Havoc
Review by Mark Woodring
Tom Hardy and action movies go together like peanut butter and jelly; it’s just such a delicious combination, it’s unfathomable that someone could put one together that wasn’t fantastic.
**NOTE: You can read Mark’s review below, bur remember, you can listen to all our discussions of this and every other movie directly over on ACAST. Stay tuned.**

107 Minutes, Rated TV-MA
Written and Directed by Gareth Evans
Synopsis:
After a drug deal gone wrong, a bruised detective must fight his way through the criminal underworld to rescue a politician’s estranged son, unraveling a deep web of corruption and conspiracy that ensnares his entire city.
Therefore, I find it an unbelievable thing that Gareth Evans, who wrote and directed two of the most respected action films of recent memory (The Raid: Redemption and The Raid 2), has somehow managed to write and direct this, this… thing which is masquerading as a movie.
Look, I get that development was delayed twice due to reshoots and the writers’ strike, but my God, what a travesty.
Opening with a CGI big rig/police car chase which is so badly constructed and rendered that it belongs on a Saturday morning cartoon instead of a Hollywood production with a (presumably) big budget.
Havoc tries desperately to rise above it’s by the numbers tropes; from crooked cop, to crooked businessman, to idealistic young officer, to gang warfare (both internal and intra-gang), Havoc doesn’t skimp on its trip to the cliche buffet and hasn’t the shame to prevent it from going back for seconds.
An overly (and unnecessarily) complex “plot” involving previous wrong doings by our protagonist (Hardy), blackmail, and guilt, bogs down the usually reliable performances by Tom Hardy, excellent villain Timothy Olyphant, and the great Forest Whitaker in a morass of mediocrity (at best).
Character motivations, when we learn them, are told to us, never shown, and always in the most basic of dialogic exchanges between characters, where we learn that “X will do Y because of Z.”

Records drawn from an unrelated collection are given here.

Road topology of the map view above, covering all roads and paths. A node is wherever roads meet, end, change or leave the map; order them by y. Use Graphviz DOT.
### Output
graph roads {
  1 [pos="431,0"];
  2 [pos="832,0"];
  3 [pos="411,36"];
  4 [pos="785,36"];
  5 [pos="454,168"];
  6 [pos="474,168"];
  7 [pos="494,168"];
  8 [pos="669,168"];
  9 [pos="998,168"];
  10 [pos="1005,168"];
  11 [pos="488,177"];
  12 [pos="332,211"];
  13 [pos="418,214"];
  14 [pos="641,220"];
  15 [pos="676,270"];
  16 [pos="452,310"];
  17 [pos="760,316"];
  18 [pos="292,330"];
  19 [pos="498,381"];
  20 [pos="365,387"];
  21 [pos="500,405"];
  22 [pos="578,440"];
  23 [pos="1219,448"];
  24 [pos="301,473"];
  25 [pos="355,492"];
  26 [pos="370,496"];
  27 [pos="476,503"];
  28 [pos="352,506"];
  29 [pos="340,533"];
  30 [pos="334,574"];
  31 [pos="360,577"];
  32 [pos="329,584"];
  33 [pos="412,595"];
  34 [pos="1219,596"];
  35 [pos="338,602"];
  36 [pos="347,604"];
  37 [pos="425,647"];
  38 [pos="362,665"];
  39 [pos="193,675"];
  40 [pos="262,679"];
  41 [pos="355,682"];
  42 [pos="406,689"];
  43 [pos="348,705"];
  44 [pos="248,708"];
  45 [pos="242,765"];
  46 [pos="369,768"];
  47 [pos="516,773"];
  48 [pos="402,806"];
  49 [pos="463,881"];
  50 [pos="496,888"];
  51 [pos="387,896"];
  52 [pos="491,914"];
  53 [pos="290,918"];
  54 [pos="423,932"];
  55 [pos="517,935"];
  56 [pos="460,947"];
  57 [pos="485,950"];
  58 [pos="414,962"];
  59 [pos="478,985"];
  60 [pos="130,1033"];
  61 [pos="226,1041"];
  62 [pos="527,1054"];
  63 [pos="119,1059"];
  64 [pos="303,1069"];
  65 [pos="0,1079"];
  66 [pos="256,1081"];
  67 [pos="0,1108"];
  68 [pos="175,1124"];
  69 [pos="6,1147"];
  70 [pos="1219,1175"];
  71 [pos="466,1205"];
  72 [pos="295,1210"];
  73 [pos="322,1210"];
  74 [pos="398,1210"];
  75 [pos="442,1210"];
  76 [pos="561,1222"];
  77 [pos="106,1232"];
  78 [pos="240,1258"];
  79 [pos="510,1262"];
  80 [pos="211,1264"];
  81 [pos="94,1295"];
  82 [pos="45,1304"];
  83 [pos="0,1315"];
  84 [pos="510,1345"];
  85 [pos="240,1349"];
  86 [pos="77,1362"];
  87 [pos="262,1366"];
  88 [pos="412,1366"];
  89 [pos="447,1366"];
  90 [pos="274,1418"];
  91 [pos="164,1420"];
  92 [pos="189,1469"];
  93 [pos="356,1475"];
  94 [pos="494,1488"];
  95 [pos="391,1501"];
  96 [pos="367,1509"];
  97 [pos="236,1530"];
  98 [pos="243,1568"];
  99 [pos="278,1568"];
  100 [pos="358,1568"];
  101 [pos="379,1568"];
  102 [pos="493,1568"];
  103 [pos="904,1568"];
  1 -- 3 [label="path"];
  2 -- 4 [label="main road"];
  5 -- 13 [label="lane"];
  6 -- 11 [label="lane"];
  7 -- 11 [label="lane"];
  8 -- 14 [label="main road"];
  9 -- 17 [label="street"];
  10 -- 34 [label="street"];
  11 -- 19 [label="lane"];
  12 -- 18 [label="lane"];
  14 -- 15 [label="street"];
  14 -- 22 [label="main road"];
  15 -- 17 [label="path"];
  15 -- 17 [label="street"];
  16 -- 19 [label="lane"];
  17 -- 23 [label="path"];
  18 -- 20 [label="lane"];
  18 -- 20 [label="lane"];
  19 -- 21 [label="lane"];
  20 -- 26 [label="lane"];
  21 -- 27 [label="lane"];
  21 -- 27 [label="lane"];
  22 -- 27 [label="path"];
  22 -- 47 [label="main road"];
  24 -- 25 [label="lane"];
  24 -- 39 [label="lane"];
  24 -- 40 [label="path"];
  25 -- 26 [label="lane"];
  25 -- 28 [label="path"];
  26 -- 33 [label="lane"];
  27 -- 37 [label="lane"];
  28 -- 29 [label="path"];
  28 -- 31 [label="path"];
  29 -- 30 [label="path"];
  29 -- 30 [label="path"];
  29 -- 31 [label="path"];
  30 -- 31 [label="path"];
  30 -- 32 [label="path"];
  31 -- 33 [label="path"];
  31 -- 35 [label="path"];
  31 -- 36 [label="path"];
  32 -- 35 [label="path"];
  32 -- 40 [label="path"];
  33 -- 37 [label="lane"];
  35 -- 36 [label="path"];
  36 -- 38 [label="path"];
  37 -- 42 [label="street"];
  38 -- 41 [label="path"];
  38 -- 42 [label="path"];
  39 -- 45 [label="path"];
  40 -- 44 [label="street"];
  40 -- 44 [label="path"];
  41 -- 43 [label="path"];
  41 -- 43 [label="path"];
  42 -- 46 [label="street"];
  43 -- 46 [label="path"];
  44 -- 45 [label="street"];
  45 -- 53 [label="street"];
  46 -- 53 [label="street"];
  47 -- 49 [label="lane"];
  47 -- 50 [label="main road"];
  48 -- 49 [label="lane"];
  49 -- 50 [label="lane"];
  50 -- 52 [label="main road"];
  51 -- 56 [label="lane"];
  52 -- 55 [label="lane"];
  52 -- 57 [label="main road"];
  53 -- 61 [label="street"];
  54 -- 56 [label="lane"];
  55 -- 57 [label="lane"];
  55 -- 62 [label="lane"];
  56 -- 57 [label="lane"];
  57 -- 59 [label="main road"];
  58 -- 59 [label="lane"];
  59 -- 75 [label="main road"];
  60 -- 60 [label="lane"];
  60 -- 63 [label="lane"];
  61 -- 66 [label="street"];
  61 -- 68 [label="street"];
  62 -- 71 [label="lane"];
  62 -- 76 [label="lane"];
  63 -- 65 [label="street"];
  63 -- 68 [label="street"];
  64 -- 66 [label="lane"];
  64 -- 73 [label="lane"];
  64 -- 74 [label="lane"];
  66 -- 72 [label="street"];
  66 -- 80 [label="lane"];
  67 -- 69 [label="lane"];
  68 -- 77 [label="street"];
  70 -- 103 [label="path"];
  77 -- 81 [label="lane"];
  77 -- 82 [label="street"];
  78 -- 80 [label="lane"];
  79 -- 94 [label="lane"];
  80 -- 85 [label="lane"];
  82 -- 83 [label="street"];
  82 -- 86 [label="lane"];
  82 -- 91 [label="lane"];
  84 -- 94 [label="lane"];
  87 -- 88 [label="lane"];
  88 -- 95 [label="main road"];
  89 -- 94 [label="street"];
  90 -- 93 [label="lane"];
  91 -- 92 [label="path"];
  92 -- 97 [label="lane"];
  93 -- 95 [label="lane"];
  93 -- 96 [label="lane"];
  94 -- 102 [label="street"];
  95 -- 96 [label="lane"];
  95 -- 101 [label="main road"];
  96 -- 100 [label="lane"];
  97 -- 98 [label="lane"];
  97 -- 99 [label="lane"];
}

It’s shockingly bad writing.
And the action? Well…
Never have so many rounds been fired without hitting a human being… but when they must, they explode in flying bodies and more blood than should be possible. The fights scenes are terribly choreographed, then just as equally terribly shot, which only layers the disappointment of the audience at sitting through the “character” moments just to end up with such muddy planning and execution…
Look, it’s not a great film, by any stretch of the imagination. To even call it “Good” would be more than generous. “Fair” is probably closer to the truth, but even that would be more likely due to an affection for the cast (Hardy, Olyphant, Whitaker) than the movie itself.
See it or Skip it? Skip it.
Havoc is now streaming on Netflix and stars Tom Hardy, Jessie Mei Li, Justin Cornwell, Quelin Sepulveda, Timothy Olyphant, and Forest Whitaker.
And remember, if the BEST thing you can say about a movie is that it’s “visually stunning,” then they’ve done something wrong.